[Collected data]
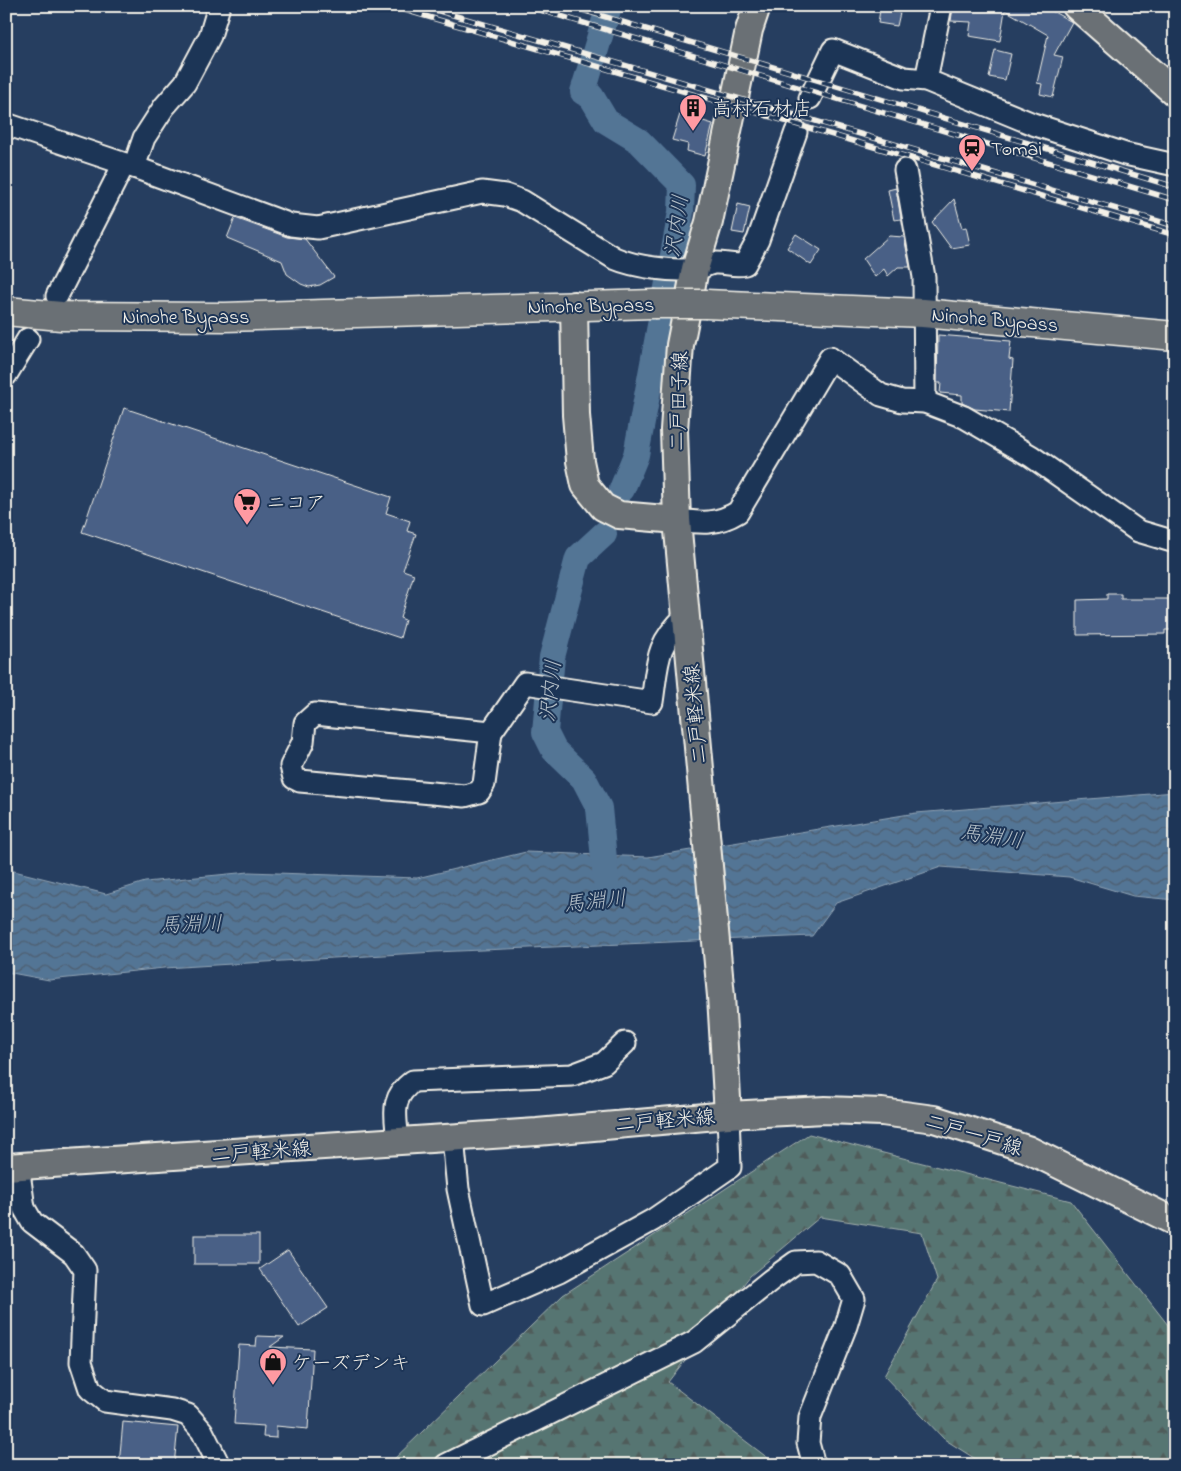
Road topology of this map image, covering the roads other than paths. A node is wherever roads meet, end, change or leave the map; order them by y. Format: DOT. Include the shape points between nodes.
graph roads {
  1 [pos="219,6"];
  2 [pos="757,6"];
  3 [pos="941,6"];
  4 [pos="1076,6"];
  5 [pos="926,80"];
  6 [pos="1175,93"];
  7 [pos="810,98"];
  8 [pos="6,124"];
  9 [pos="796,132"];
  10 [pos="129,166"];
  11 [pos="1175,166"];
  12 [pos="905,170"];
  13 [pos="695,269"];
  14 [pos="57,296"];
  15 [pos="574,305"];
  16 [pos="6,311"];
  17 [pos="923,313"];
  18 [pos="1175,336"];
  19 [pos="28,339"];
  20 [pos="6,374"];
  21 [pos="925,402"];
  22 [pos="677,520"];
  23 [pos="1175,542"];
  24 [pos="686,616"];
  25 [pos="491,732"];
  26 [pos="625,1042"];
  27 [pos="728,1114"];
  28 [pos="453,1138"];
  29 [pos="398,1142"];
  30 [pos="12,1167"];
  31 [pos="1175,1222"];
  32 [pos="219,1465"];
  33 [pos="446,1465"];
  34 [pos="814,1465"];
  1 -- 10 [label="street" via="210,36 186,83 164,107"];
  2 -- 13 [label="main road, 二戸田子線" via="749,30 709,222"];
  3 -- 5 [label="street"];
  4 -- 6 [label="main road"];
  5 -- 7 [label="street" via="904,78 833,50"];
  5 -- 11 [label="street" via="1033,124 1125,154"];
  8 -- 10 [label="street"];
  9 -- 13 [label="street" via="758,240 745,264 715,263"];
  10 -- 13 [label="street" via="291,225 318,228 482,192 505,195 522,201 628,264"];
  10 -- 14 [label="street"];
  12 -- 17 [label="street" via="924,277"];
  13 -- 22 [label="main road, 二戸田子線" via="680,346 674,430"];
  15 -- 16 [label="highway, Ninohe Bypass" via="225,317 61,316"];
  15 -- 17 [label="highway, Ninohe Bypass, bridge" via="706,304"];
  15 -- 22 [label="main road" via="576,415 585,485 603,507 619,515"];
  17 -- 18 [label="highway, Ninohe Bypass"];
  17 -- 21 [label="street"];
  19 -- 20 [label="street"];
  21 -- 22 [label="street" via="902,401 882,395 830,358 738,512 707,524"];
  21 -- 23 [label="street" via="964,416 1031,456 1138,531"];
  22 -- 24 [label="main road, 二戸軽米線"];
  24 -- 25 [label="street" via="670,631 660,651 652,702 525,683"];
  24 -- 27 [label="main road, 二戸軽米線" via="721,996"];
  25 -- 25 [label="street" via="315,714 305,724 303,742 291,766 294,778 300,782 465,796 479,792 484,784"];
  26 -- 29 [label="street" via="604,1063 572,1075 413,1081 404,1088 395,1106"];
  27 -- 28 [label="main road, 二戸軽米線"];
  27 -- 28 [label="street" via="730,1167 653,1220 559,1272 482,1305 458,1189"];
  27 -- 31 [label="main road, 二戸一戸線" via="825,1110 882,1112 934,1119 1027,1149"];
  28 -- 29 [label="main road, 二戸軽米線"];
  29 -- 30 [label="main road, 二戸軽米線"];
  30 -- 32 [label="street" via="24,1208 32,1222 74,1254 85,1270 81,1362 90,1389 105,1401 188,1415 202,1431"];
  33 -- 34 [label="street" via="694,1342 796,1262 816,1261 840,1275 854,1299 810,1417 808,1443"];
}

#### [WHAT YOU SHOULD DO]
Please return every line of the records that contains the word "roads".

#### [ANSWER SPACE]
Road topology of this map image, covering the roads other than paths. A node is wherever roads meet, end, change or leave the map; order them by y. Format: DOT. Include the shape points between nodes.
graph roads {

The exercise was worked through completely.